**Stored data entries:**
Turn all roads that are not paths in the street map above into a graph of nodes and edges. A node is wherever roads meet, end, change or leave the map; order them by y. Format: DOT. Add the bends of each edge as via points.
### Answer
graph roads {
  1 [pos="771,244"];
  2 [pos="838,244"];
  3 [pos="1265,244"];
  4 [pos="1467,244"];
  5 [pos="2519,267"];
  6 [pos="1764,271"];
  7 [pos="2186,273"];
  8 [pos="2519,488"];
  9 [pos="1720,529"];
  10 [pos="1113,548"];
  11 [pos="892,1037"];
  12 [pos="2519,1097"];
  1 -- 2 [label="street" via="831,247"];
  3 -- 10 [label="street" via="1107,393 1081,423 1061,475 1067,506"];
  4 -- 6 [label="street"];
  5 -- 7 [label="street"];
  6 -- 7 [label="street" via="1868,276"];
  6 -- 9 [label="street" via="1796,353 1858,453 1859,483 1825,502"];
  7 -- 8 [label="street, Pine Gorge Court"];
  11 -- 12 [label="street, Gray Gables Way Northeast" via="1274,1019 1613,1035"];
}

--

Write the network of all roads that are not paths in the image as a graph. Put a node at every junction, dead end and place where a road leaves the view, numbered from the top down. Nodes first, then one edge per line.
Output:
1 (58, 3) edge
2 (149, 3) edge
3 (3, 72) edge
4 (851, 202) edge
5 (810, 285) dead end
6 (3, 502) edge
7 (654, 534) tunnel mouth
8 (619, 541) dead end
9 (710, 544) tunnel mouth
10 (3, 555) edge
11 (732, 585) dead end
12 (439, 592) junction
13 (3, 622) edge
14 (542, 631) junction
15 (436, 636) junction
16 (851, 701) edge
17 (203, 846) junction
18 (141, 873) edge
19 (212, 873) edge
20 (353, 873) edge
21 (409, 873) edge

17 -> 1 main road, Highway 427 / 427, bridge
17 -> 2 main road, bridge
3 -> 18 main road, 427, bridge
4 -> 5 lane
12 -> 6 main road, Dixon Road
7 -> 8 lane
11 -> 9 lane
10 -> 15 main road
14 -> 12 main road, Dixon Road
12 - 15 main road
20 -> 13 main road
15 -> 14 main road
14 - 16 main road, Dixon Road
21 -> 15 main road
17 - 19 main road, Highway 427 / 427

**PROBLEM DESCRIPTION:** Please show the lines in the entries above that hold the string "node".

**ANSWER FOR THIS EXERCISE:**
Turn all roads that are not paths in the street map above into a graph of nodes and edges. A node is wherever roads meet, end, change or leave the map; order them by y. Format: DOT. Add the bends of each edge as via points.
Write the network of all roads that are not paths in the image as a graph. Put a node at every junction, dead end and place where a road leaves the view, numbered from the top down. Nodes first, then one edge per line.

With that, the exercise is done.